De Beddgelert à Carnarvon, je passai près de la mine de Drws y Coed, découverte, dit-on, de la manière suivante : « Il y a un siècle, un colporteur qui traversait les montagnes avec sa lourde sacoche, fatigué de la chaleur, s’étendit dans un lieu retiré et s’y endormit. Il fut éveillé par un craquement violent, et, se dirigeant vers l’endroit d’où le son venait, il aperçut une large fissure et y trouva, comme si elle venait de sortir de la montagne, une substance métallique fortement imprégnée d’une odeur de soufre. Il raconta son aventure ; on fit des recherches, et l’on trouva la mine. »


Le fort de Merlin. — Dessin de Grandsire d’après M. A. Erny.

Selon les traditions du pays, il est un moyen sûr de découvrir les mines ; il suffit d’écouter les avertissements d’une tribu d’esprits souterrains, appelés les Frappeurs, qui connaissent toutes les richesses métalliques des montagnes. Bien qu’il ne faille pas toujours se fier à eux sans précautions, car ils aiment à jouer de malicieux tours, ceux qui suivent avec soin leurs indications ne peuvent manquer d’en être récompensés. Les paysans des environs des mines, prétendent les entendre causer entre eux, mais sans pouvoir les comprendre.

Quelques-unes des plus belles mines du pays de Galles passent pour avoir été découvertes par les Frappeurs, qui plus d’une fois auraient guidé les mineurs vers un riche filon.

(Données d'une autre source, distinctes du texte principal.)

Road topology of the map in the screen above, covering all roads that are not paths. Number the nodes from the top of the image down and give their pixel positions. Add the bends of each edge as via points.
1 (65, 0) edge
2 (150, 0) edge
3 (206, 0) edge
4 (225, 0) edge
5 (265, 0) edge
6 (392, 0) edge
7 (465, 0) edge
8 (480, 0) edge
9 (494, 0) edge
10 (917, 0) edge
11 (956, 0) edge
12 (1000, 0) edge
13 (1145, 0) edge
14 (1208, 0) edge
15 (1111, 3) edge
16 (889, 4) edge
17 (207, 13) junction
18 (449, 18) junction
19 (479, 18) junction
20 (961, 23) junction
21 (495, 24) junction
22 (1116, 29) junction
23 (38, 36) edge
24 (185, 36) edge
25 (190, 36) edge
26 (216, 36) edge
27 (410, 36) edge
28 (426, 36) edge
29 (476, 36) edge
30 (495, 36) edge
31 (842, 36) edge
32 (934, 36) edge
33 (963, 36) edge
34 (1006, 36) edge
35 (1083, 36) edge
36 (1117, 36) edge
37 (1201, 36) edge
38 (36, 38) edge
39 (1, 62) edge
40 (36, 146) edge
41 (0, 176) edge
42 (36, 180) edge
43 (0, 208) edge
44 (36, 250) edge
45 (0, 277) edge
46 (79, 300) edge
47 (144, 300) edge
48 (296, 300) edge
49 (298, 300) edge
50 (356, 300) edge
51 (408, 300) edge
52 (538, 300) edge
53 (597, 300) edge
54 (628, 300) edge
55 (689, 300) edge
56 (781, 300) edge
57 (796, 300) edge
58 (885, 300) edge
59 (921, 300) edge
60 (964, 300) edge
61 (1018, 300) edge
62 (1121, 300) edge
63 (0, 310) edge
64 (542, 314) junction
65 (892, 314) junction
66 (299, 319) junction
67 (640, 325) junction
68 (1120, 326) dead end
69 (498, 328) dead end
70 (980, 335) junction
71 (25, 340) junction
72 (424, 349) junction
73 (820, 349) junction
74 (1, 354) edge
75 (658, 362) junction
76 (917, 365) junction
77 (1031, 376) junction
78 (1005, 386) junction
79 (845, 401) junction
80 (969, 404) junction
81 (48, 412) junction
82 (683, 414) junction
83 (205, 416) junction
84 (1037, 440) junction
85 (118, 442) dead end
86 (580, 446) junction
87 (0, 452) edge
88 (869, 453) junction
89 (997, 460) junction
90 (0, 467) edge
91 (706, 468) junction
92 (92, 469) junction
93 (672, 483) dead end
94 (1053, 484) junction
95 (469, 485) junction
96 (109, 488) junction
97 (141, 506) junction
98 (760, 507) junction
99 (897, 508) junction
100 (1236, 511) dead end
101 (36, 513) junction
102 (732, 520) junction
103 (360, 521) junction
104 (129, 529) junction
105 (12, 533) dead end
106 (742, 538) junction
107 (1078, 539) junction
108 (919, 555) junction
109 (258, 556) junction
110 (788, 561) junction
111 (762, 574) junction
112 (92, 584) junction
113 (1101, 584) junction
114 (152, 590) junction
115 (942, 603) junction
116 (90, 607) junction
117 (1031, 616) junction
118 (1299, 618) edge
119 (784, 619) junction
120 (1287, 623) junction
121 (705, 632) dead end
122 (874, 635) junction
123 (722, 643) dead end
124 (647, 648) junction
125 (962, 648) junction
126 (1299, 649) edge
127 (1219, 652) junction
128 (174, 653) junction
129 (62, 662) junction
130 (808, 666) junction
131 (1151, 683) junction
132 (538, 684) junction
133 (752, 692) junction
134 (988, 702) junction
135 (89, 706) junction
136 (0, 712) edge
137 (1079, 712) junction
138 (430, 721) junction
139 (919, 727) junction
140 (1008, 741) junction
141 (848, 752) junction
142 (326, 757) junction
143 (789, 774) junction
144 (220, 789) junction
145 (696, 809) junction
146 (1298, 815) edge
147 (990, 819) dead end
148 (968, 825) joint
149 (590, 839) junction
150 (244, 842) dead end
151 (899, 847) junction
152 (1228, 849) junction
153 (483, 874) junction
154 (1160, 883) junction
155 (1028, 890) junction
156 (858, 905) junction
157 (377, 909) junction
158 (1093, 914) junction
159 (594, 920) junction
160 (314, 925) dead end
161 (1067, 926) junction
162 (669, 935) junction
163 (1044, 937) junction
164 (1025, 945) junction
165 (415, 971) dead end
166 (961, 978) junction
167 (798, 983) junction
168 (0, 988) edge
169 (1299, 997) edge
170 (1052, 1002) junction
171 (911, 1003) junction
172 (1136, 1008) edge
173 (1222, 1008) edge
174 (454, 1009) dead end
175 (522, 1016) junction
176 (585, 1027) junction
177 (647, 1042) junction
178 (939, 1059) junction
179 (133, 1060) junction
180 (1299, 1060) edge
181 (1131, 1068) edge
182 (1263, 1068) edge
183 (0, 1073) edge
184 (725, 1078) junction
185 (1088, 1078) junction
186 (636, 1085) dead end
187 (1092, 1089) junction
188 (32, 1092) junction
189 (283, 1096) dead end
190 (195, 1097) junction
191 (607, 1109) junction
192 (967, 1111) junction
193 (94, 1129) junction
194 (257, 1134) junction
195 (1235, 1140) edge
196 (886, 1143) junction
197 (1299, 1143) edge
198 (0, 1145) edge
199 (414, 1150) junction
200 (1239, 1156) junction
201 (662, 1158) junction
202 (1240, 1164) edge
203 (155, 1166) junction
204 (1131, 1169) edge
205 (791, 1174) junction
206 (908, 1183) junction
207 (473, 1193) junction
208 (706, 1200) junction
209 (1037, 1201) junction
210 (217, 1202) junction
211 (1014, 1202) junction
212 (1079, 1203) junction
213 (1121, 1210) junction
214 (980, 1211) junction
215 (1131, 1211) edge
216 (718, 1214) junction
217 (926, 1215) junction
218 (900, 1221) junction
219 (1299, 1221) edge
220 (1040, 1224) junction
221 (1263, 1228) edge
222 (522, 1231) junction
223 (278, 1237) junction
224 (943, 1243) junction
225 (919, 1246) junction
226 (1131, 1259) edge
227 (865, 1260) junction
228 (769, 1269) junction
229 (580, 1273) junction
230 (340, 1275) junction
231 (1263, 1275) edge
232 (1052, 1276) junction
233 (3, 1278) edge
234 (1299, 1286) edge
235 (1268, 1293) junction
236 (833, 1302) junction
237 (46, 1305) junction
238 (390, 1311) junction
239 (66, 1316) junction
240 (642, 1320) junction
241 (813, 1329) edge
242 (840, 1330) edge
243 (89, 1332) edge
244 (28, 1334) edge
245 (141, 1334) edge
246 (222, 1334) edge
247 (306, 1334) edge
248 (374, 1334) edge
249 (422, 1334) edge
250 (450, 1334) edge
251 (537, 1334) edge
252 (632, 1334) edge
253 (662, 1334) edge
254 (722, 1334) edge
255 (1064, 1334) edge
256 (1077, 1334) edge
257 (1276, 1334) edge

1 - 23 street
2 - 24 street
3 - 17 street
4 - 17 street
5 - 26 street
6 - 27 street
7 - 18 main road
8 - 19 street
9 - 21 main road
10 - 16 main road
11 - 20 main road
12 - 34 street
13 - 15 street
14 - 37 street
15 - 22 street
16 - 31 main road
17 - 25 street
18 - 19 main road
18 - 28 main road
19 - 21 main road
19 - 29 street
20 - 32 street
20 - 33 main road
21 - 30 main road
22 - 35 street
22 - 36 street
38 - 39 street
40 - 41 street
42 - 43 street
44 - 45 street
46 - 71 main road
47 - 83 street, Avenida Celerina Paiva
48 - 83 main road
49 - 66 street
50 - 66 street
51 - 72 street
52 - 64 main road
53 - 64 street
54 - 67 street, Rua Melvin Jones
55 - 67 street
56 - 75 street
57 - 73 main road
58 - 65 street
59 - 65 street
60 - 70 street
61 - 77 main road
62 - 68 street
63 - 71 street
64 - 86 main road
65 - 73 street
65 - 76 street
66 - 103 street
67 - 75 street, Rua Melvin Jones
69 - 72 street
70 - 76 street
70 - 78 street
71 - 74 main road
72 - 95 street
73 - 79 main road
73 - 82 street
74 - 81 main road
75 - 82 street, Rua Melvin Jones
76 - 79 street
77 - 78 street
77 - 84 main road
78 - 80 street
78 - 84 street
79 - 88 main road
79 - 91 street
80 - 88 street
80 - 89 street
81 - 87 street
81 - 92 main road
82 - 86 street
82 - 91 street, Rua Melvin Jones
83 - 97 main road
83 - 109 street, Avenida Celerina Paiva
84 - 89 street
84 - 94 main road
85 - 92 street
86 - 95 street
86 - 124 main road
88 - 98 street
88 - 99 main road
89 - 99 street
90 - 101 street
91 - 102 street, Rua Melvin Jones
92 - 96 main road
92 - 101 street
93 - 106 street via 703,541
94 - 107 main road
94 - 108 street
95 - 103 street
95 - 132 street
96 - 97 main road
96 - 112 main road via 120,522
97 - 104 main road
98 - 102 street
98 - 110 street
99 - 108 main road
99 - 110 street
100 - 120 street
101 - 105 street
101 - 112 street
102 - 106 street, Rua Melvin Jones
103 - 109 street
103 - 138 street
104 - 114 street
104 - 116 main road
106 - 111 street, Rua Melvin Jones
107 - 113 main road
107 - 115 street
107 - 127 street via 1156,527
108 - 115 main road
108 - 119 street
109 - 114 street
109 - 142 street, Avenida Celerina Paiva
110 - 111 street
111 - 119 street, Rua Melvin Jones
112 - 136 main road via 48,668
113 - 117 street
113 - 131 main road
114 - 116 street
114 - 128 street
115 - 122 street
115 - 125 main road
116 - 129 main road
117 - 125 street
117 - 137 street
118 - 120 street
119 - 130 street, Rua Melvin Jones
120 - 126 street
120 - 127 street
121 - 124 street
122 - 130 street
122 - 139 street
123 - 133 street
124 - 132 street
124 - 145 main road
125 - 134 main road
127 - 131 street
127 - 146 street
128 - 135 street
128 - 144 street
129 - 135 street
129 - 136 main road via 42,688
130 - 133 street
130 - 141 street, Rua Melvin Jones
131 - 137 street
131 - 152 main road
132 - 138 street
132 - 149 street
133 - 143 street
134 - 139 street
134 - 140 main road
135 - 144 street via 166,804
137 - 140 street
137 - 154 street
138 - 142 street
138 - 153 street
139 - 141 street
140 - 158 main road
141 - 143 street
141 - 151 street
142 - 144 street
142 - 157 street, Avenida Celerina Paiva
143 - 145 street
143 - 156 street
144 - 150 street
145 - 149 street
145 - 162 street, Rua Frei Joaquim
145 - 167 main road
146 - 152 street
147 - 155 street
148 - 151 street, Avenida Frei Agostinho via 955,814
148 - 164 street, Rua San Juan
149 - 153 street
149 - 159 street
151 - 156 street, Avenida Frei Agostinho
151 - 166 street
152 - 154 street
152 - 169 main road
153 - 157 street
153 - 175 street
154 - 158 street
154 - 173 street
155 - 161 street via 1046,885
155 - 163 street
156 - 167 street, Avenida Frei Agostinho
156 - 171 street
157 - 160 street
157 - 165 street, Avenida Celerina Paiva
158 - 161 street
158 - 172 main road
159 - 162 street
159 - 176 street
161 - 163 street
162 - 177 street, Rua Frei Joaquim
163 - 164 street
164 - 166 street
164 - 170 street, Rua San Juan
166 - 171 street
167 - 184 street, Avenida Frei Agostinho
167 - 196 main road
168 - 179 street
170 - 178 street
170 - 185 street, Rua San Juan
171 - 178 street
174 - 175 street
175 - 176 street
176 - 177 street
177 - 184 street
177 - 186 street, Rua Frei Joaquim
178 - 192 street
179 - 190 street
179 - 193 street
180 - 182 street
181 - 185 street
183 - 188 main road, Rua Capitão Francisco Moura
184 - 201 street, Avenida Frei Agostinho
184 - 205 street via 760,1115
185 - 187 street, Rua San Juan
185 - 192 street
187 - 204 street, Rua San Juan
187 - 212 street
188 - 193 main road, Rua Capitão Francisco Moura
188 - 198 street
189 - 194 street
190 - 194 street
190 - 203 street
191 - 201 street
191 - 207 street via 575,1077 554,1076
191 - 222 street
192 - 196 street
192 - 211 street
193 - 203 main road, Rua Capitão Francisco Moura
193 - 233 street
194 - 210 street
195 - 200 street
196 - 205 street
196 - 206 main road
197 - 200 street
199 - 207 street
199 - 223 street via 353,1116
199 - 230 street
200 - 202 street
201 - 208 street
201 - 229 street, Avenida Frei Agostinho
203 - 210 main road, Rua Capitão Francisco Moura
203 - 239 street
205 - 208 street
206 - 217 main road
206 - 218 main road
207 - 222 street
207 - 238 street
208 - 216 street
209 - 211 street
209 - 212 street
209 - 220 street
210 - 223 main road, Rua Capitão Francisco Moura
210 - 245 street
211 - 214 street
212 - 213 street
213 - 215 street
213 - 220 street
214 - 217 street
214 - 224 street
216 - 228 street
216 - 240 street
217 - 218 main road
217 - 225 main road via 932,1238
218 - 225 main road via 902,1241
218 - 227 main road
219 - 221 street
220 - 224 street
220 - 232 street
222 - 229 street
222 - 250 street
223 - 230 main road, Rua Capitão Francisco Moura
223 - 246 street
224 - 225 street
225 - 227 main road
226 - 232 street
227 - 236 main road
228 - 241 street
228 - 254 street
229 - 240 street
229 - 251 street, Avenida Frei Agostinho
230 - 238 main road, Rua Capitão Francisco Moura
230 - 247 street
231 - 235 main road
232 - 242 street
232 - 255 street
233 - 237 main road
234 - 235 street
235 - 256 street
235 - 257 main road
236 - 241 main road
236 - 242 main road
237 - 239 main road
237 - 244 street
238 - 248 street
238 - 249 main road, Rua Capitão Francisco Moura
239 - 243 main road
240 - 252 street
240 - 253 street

On les entend souvent, par centaines (disent les paysans), jouer de leurs petits marteaux, mais si les mineurs qui travaillent près d’eux s’arrêtent pour les écouter, les esprits s’arrêtent aussi, et ne reprennent l’ouvrage qu’avec leurs compagnons de travail.

Je laisse aux Spirites le plaisir de rechercher les rapports entre ces vieux génies des montagnes et les esprits frappeurs modernes qui, s’ils n’ont pas l’art de découvrir, ont quelquefois celui d’exploiter.

Après être rentré à Carnarvon, je partis pour Bangor et Conway, que je vis en passant, puis j’arrivai à Chester où je dis adieu à la vieille terre galloise et à cette belle race kymrique dont la persistance et la fermeté se peignent admirablement dans leur fière devise de : « Tra mor, Tra Briton. » Tant durera la mer, tant durera le Breton.

Alfred Erny.



  1. Cette tradition a beaucoup de rapport avec celle de l’ondine de Lurlei sur les bords du Rhin.